◆ **Problem to solve**: How many lines in the records below hold the word "London"? Answer with the number alone.

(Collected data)
*** Block opens ***

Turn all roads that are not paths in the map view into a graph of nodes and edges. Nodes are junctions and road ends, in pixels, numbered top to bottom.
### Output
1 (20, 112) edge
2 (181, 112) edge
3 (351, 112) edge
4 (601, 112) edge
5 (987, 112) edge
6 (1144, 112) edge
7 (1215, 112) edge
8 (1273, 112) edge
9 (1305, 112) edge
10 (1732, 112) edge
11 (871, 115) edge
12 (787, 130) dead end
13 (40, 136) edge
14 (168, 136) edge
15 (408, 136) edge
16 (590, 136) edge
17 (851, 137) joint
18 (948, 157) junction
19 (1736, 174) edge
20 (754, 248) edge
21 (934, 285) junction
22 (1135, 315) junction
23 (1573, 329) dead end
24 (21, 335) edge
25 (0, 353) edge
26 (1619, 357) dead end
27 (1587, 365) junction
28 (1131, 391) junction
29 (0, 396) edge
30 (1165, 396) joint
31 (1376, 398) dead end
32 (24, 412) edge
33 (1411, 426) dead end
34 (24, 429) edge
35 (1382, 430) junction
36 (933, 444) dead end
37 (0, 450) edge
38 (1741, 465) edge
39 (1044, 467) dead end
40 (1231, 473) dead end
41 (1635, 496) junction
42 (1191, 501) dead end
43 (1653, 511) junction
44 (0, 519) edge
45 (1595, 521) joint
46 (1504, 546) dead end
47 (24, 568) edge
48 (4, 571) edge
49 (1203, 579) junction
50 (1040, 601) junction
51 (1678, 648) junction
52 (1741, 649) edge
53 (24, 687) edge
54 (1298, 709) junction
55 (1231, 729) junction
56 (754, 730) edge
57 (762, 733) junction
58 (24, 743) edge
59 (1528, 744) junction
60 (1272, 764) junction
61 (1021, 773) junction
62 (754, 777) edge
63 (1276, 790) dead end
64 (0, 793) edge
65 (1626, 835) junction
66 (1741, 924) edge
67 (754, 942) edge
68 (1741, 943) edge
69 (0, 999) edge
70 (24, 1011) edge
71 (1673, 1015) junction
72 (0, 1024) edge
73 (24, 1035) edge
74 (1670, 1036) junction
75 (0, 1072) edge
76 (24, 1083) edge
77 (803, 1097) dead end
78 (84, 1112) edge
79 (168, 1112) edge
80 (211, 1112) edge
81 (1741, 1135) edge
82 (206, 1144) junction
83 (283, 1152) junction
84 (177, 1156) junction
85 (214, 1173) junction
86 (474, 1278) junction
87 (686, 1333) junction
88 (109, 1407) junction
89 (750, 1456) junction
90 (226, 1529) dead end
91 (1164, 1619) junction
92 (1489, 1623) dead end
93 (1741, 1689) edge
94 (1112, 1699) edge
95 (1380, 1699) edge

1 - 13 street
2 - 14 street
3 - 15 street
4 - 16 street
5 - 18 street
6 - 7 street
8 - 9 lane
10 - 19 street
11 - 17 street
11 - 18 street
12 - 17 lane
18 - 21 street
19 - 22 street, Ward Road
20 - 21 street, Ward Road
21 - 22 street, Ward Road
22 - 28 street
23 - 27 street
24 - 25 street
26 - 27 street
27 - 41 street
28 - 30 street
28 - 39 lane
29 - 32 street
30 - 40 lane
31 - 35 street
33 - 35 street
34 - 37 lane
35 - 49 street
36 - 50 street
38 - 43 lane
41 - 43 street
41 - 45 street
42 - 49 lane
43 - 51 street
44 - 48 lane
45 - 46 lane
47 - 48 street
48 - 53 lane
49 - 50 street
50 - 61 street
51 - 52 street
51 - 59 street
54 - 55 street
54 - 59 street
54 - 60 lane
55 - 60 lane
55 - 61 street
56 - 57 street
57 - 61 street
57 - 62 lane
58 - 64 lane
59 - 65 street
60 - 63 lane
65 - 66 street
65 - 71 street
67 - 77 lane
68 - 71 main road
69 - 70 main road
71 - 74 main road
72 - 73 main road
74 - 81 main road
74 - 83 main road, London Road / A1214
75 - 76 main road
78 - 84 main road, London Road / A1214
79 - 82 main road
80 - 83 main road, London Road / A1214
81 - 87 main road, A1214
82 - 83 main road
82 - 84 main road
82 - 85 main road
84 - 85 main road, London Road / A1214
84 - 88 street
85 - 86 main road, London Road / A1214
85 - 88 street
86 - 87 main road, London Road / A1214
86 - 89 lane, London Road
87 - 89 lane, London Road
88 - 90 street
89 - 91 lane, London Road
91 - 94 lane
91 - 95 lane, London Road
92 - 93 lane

*** Block closes ***

◆ **Solution**: 10